§ **EXERCISE DETAILS**
State the number of lines in the listing that contain "Jaime". No further words are expected.

§ **EXERCISE INPUTS**
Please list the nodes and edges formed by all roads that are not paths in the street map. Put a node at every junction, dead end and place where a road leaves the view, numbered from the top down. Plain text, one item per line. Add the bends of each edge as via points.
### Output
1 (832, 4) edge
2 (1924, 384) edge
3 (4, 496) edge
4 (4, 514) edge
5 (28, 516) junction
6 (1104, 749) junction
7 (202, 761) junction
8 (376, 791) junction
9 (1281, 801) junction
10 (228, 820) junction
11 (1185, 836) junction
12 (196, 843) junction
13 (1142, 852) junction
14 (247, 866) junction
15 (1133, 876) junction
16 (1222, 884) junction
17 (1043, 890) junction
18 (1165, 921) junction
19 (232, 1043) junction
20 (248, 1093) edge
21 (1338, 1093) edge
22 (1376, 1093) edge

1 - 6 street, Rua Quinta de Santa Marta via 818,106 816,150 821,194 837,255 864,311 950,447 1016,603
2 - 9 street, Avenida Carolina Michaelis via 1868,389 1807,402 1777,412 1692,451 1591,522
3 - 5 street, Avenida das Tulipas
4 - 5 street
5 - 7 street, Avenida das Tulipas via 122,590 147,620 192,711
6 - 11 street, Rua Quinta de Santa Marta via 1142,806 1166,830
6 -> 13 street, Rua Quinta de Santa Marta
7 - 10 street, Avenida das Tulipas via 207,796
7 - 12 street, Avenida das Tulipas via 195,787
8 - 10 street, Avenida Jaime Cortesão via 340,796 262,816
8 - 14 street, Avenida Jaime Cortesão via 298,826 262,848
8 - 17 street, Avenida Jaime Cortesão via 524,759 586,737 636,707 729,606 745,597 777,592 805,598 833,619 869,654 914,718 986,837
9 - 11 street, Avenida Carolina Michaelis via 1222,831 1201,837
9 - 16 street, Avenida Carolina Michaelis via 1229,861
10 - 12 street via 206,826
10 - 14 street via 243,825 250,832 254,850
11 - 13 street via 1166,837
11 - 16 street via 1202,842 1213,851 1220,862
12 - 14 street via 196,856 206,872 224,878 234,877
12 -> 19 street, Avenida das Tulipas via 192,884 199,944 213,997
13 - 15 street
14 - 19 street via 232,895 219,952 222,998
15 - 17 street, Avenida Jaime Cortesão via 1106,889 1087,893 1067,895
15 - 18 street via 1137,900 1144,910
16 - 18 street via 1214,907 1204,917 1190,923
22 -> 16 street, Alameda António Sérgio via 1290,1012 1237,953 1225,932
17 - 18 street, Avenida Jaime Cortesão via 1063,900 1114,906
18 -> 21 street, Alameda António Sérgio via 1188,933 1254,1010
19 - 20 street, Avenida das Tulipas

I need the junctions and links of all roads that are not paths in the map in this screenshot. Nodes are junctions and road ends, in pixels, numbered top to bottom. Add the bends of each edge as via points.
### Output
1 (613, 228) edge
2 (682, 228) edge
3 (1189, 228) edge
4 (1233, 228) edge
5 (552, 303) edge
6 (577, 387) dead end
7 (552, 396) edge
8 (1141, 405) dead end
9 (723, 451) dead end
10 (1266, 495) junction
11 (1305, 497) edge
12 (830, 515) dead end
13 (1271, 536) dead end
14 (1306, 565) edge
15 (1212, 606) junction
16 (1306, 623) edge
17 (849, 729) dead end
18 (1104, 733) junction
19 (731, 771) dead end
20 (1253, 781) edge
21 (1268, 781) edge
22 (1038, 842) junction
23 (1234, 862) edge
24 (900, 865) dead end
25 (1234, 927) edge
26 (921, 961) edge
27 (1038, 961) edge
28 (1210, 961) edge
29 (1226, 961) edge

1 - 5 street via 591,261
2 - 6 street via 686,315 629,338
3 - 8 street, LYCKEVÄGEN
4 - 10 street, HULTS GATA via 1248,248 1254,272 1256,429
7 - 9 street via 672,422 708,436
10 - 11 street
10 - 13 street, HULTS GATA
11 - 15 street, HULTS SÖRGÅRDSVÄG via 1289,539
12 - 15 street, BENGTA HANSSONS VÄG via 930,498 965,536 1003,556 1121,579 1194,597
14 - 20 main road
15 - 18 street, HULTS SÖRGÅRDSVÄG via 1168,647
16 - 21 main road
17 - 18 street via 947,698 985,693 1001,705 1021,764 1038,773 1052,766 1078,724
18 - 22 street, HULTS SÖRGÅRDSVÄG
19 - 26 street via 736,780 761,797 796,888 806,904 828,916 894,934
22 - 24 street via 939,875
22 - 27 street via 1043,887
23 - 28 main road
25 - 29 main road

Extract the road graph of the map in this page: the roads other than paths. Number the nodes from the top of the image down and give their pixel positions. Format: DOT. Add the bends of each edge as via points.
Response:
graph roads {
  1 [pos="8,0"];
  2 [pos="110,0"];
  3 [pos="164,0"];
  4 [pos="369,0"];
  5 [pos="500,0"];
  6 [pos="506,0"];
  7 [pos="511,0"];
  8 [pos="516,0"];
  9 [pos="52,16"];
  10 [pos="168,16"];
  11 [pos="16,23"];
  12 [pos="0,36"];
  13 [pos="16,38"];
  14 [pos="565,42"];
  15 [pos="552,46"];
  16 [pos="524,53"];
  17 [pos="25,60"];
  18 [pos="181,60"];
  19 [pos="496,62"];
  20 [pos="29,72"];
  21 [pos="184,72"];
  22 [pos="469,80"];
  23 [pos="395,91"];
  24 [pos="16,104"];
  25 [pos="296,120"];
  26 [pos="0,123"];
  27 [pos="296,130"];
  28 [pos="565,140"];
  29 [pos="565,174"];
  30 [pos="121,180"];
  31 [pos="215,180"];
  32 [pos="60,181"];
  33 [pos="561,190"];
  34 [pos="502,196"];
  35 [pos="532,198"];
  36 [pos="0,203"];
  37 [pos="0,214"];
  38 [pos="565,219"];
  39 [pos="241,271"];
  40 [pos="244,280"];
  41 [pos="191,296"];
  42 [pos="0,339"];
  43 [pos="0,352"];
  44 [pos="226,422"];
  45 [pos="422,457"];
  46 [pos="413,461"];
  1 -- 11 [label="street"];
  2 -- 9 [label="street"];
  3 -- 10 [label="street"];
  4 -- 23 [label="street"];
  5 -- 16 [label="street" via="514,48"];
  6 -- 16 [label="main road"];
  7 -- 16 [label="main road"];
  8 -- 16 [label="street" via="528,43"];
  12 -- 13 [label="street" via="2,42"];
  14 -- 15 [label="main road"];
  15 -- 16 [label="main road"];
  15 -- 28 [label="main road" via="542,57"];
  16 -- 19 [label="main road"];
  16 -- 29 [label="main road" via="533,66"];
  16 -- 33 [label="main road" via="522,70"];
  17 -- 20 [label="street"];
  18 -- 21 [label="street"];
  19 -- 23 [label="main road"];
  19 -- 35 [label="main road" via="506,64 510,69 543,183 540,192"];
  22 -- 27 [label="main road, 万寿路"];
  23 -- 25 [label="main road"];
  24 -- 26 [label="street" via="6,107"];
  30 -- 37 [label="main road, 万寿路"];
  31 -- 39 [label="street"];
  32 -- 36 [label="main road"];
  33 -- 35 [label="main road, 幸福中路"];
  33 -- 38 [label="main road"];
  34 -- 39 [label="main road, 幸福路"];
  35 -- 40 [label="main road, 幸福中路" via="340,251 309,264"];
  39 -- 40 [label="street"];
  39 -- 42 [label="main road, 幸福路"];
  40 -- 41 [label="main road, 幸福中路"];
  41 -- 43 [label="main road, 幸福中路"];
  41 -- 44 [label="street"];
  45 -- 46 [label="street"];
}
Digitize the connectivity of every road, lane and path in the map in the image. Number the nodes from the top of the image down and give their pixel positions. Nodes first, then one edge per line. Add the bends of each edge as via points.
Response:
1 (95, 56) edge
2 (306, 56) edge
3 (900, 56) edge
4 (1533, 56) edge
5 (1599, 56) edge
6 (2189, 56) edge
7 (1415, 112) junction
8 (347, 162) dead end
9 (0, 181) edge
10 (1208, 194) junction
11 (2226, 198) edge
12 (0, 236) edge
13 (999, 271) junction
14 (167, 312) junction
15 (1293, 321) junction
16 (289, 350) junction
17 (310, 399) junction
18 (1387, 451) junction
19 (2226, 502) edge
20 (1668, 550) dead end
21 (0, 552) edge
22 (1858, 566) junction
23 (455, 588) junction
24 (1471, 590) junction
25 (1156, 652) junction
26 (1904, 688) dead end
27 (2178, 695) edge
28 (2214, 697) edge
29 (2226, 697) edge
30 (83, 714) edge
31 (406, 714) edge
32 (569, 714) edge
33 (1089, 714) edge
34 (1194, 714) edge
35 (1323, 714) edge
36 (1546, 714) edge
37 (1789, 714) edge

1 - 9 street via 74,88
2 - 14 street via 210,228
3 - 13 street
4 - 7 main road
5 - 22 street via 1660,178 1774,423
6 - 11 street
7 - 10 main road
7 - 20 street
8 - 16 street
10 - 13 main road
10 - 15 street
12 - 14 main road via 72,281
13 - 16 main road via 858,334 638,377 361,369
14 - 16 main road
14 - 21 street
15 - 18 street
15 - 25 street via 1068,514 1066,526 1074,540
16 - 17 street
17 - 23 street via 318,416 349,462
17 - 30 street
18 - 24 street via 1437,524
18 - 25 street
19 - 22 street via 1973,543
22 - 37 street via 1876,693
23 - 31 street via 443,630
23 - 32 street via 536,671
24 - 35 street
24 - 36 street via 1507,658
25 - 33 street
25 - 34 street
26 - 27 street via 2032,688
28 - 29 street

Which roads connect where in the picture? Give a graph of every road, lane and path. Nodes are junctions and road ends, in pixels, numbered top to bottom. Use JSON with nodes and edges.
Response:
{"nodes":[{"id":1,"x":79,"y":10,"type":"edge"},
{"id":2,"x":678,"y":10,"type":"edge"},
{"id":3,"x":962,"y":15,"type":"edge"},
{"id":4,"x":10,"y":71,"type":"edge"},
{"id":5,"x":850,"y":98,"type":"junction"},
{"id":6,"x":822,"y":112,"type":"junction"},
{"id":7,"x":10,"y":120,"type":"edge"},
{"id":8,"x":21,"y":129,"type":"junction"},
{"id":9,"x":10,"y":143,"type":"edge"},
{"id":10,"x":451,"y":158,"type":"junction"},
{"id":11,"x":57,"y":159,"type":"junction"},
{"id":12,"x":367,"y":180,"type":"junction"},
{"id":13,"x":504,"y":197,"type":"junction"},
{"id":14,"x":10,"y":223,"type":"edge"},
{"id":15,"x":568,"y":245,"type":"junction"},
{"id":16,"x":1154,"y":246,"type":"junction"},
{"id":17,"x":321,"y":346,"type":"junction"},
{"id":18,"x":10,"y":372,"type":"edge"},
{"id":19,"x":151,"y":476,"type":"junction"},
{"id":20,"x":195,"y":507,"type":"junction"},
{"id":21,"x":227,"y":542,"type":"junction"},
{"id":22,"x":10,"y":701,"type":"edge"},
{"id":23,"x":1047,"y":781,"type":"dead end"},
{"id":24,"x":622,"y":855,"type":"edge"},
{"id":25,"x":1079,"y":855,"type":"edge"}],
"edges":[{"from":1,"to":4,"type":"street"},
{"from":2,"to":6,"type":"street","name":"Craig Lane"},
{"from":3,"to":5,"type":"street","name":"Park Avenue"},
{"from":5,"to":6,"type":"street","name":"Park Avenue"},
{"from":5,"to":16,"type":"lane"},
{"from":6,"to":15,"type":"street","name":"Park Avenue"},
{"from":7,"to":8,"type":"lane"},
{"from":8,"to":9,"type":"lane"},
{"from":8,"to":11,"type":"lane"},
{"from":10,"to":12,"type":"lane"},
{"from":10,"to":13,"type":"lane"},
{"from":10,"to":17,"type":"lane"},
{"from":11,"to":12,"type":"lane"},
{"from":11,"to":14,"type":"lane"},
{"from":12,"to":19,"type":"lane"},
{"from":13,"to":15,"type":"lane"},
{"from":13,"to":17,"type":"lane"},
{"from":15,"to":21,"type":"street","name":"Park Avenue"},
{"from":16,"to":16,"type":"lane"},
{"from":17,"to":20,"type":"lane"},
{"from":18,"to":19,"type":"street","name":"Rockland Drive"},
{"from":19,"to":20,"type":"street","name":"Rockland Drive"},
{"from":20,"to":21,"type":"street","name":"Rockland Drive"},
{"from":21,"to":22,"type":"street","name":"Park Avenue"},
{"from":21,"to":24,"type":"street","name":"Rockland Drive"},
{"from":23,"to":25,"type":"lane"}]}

§ **EXPECTED ANSWER**
5